## [WORK REQUIRED]
Narrow the data below down to the lines containing "Lillhagsvägen".

---------- DATA SUPPLIED

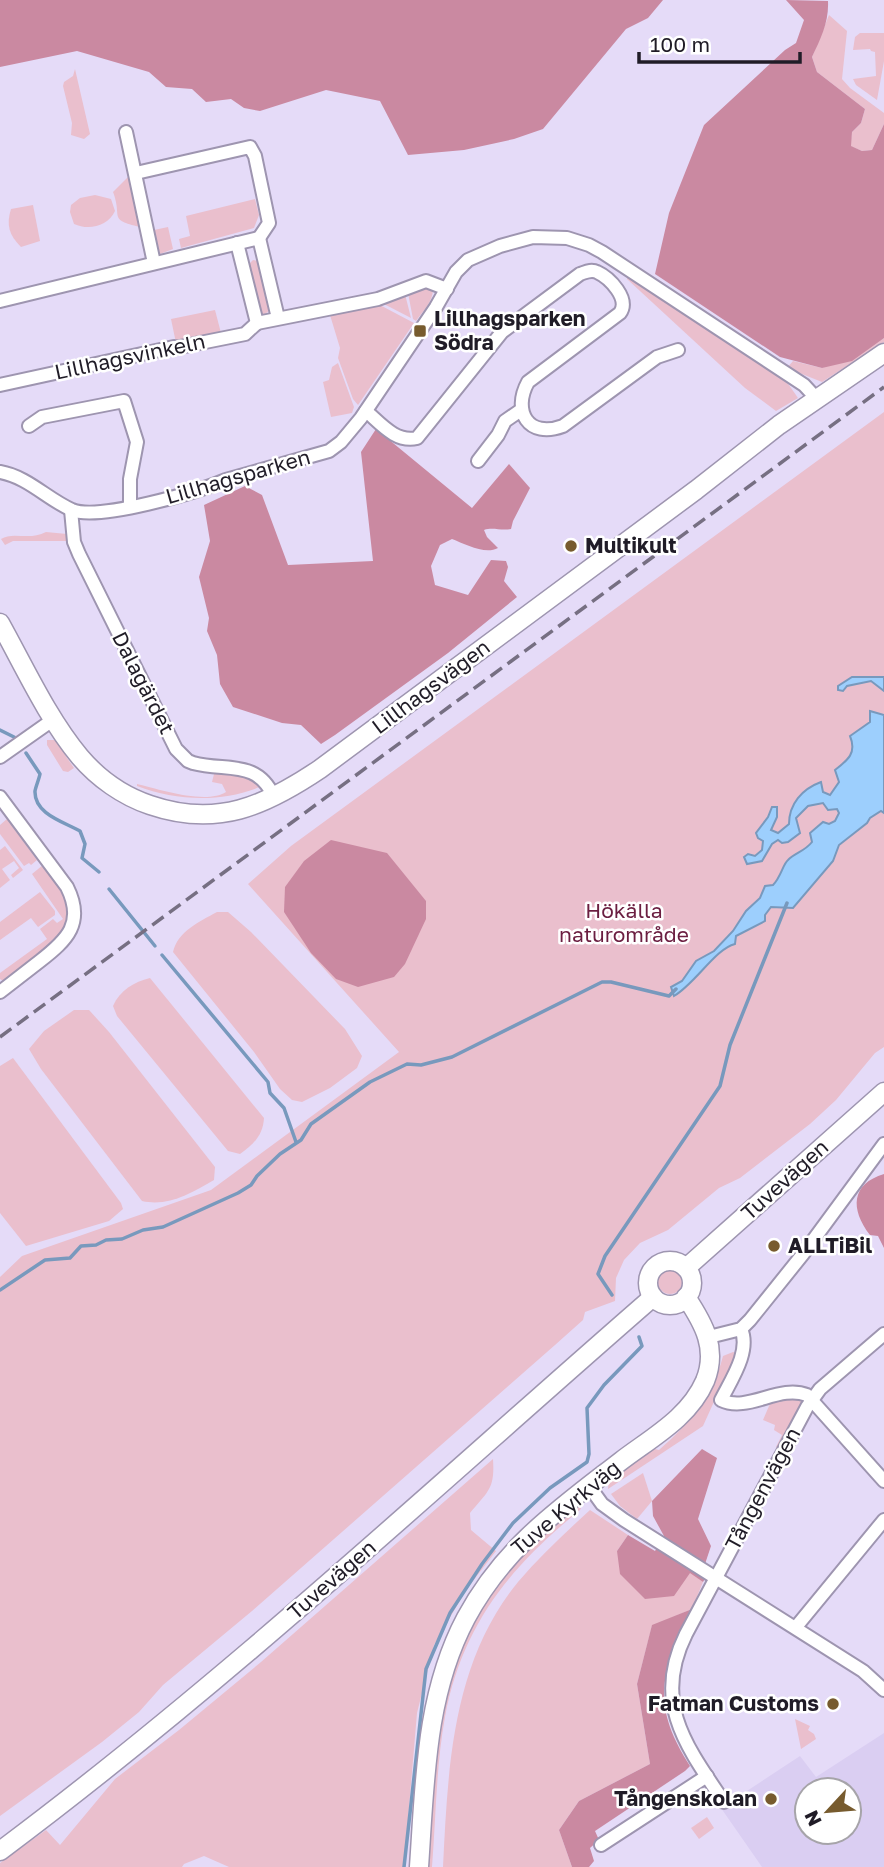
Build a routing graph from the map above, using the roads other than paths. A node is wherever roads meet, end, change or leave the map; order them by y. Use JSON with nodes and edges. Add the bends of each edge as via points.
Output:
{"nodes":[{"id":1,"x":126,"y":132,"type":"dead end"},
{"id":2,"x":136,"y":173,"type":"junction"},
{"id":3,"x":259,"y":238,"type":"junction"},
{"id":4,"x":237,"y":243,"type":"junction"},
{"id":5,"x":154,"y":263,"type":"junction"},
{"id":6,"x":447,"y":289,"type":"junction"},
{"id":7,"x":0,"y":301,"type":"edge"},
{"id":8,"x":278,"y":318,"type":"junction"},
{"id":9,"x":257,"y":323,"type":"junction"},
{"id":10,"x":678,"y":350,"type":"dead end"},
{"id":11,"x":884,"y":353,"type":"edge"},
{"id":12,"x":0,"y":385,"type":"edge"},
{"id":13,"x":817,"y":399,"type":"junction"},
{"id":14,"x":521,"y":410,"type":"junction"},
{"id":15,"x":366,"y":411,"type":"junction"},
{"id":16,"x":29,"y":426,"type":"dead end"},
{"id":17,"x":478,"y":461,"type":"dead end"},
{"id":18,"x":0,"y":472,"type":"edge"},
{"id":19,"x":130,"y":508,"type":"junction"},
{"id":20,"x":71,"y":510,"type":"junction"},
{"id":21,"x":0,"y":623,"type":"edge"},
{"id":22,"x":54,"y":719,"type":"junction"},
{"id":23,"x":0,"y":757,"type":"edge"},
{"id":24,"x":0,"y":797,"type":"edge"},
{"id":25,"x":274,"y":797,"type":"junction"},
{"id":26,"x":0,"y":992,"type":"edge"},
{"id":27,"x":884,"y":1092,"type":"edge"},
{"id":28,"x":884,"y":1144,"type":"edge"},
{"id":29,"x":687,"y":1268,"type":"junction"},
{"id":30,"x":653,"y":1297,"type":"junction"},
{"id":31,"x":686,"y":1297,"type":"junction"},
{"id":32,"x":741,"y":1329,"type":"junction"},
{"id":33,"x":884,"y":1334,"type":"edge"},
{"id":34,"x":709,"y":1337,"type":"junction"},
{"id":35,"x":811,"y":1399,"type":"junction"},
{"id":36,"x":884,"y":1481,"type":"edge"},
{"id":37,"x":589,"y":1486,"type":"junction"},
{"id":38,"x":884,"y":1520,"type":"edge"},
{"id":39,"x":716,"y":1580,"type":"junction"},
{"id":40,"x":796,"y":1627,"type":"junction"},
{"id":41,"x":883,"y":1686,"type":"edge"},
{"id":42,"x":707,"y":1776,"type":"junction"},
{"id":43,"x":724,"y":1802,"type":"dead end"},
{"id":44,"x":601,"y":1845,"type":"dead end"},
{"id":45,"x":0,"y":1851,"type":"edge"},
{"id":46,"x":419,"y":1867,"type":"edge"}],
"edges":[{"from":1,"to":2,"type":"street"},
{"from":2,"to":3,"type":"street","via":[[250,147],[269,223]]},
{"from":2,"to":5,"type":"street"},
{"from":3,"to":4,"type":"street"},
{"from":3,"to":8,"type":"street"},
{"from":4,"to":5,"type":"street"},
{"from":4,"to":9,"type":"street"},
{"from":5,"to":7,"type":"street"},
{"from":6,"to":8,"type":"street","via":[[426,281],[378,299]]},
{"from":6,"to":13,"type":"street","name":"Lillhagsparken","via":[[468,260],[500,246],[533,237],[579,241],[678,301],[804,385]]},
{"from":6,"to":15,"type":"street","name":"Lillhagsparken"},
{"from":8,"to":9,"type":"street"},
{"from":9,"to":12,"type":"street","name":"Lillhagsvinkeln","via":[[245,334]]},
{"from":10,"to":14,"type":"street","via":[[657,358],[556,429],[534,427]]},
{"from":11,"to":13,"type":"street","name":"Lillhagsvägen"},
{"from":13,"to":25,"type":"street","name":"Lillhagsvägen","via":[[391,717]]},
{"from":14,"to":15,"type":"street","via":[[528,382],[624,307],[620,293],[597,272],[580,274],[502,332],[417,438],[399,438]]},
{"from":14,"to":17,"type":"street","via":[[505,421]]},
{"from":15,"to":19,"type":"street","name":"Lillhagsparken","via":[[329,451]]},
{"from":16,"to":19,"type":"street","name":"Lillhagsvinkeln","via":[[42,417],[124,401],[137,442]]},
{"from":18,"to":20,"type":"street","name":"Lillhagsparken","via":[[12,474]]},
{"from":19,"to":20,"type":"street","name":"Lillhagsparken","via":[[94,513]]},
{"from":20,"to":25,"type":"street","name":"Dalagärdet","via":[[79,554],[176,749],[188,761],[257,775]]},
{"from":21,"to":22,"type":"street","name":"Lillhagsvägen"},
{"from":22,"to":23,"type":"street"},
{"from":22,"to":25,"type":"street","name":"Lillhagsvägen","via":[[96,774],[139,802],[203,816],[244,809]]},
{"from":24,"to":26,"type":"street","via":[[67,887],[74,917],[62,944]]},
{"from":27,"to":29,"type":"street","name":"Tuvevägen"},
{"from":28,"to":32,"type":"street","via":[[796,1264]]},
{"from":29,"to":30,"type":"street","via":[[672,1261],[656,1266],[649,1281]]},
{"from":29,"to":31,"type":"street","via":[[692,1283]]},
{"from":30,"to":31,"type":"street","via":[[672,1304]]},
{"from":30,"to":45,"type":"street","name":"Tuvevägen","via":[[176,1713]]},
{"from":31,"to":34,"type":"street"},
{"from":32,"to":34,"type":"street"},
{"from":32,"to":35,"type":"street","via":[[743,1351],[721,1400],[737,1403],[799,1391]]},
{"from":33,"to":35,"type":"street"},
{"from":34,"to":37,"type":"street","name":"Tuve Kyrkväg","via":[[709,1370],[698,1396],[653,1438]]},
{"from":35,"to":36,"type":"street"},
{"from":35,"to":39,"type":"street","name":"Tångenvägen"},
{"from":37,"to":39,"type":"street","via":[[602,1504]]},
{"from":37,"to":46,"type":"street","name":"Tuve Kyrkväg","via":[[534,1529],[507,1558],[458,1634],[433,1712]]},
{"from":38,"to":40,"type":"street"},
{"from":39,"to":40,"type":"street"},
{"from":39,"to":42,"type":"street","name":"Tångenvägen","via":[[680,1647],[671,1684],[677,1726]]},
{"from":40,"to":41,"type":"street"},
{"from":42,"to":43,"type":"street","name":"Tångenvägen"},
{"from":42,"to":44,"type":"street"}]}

--------------------
---------- DATA SUPPLIED

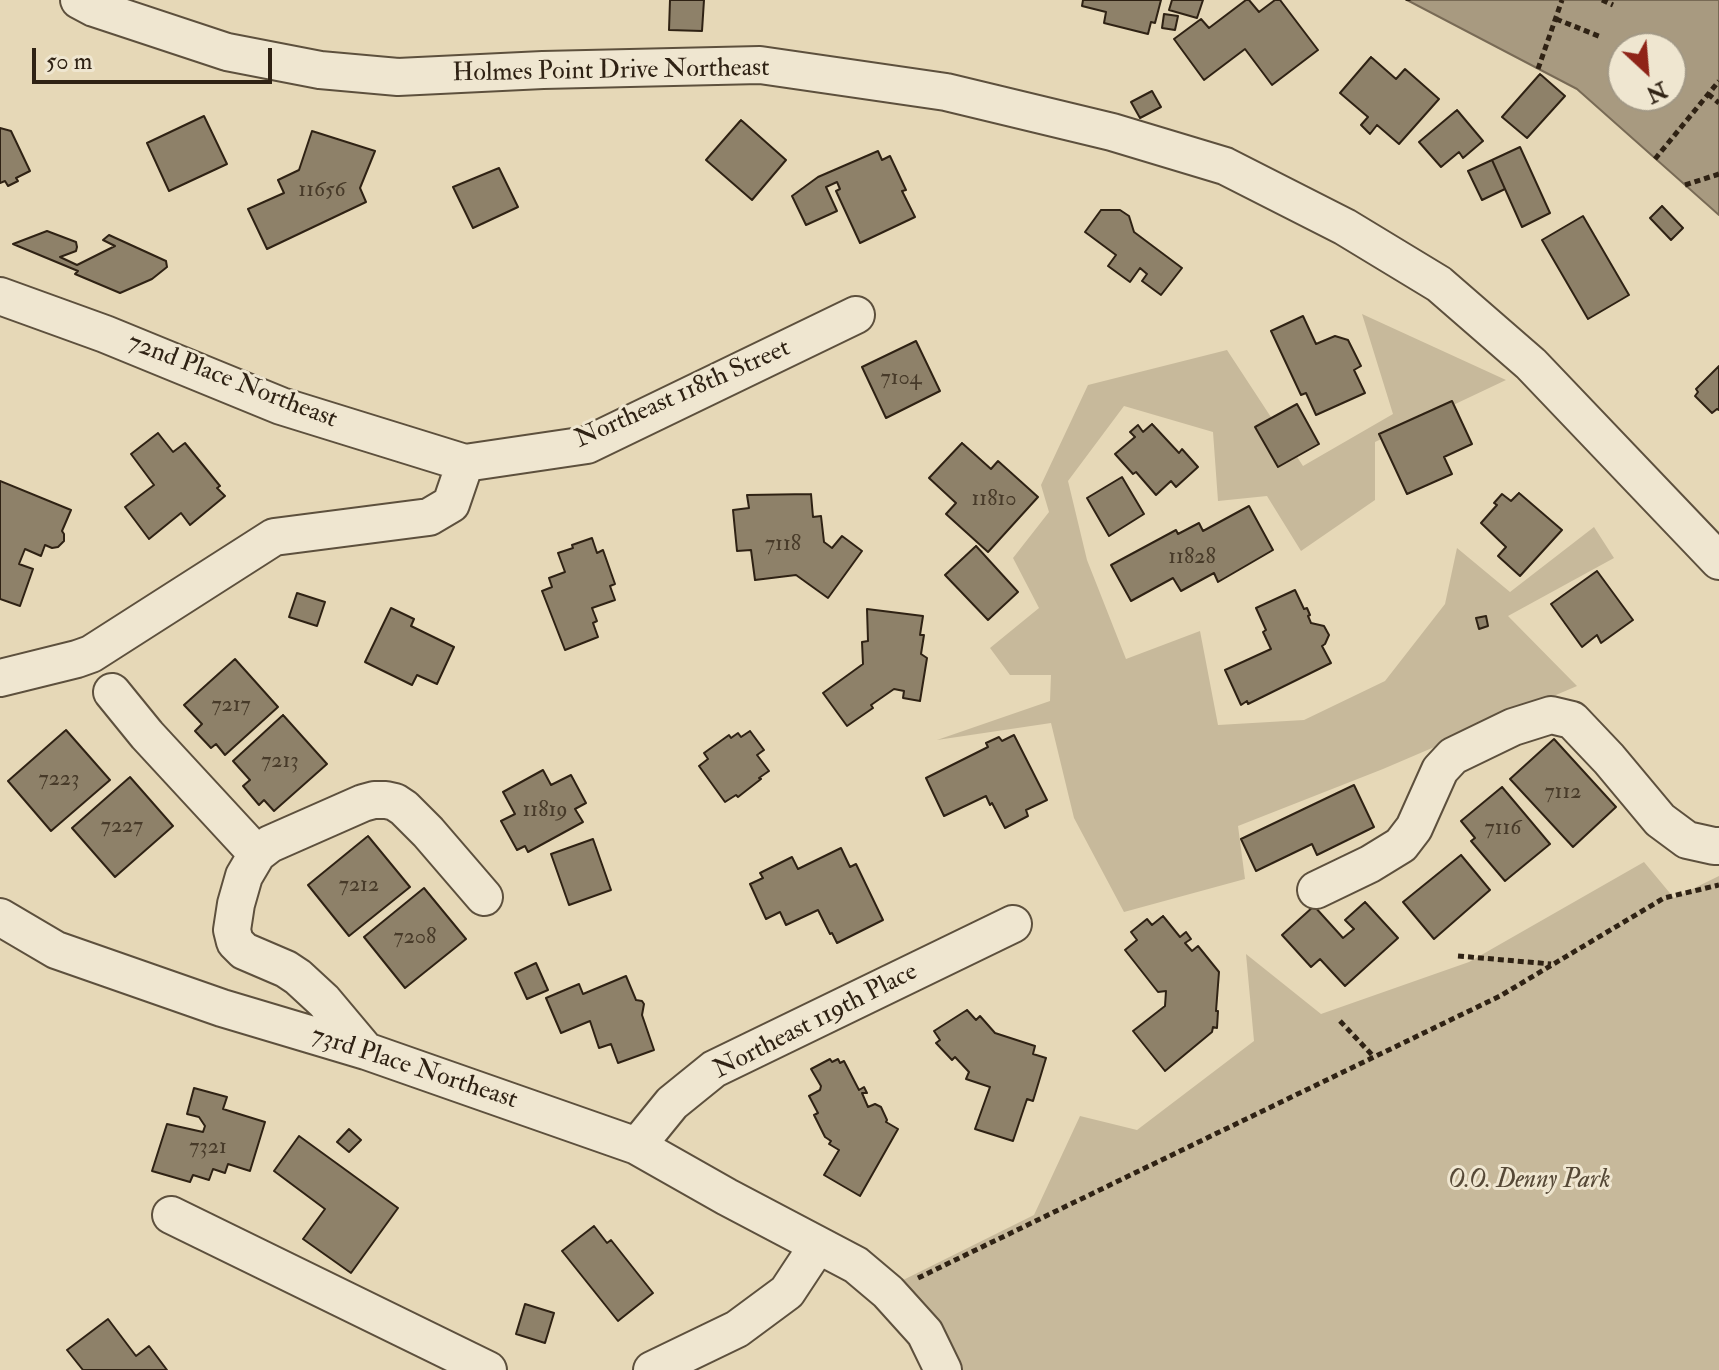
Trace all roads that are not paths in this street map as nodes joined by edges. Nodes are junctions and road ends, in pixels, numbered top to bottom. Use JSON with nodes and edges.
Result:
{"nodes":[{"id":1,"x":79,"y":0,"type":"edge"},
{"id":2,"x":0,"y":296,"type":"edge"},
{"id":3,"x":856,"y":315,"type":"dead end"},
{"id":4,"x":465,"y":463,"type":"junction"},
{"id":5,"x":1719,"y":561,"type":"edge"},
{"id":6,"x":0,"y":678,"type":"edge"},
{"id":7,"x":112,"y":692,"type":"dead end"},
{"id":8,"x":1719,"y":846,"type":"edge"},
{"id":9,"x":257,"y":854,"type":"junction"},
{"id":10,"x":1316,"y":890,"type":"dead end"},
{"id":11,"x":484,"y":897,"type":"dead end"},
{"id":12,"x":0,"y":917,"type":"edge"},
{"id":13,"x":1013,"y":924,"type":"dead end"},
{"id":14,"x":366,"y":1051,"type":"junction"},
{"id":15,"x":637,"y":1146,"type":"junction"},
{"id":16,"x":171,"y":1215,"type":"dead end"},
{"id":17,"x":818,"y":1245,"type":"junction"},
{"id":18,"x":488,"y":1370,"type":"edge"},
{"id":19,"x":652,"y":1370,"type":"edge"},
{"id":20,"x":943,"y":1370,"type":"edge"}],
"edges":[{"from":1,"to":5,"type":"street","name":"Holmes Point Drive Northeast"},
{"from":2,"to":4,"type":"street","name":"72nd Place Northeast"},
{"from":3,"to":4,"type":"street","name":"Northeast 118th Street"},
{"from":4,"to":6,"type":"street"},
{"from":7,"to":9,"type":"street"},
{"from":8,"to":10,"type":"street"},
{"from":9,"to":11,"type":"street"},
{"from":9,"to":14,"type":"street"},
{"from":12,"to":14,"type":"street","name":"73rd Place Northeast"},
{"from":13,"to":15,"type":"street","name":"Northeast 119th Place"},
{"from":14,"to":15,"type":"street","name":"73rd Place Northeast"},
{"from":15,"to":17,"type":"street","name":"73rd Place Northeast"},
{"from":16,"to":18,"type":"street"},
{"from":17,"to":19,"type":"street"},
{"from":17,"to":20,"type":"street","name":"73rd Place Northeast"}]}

--------------------

## [SOLUTION BELOW]
{"from":11,"to":13,"type":"street","name":"Lillhagsvägen"},
{"from":13,"to":25,"type":"street","name":"Lillhagsvägen","via":[[391,717]]},
{"from":21,"to":22,"type":"street","name":"Lillhagsvägen"},
{"from":22,"to":25,"type":"street","name":"Lillhagsvägen","via":[[96,774],[139,802],[203,816],[244,809]]},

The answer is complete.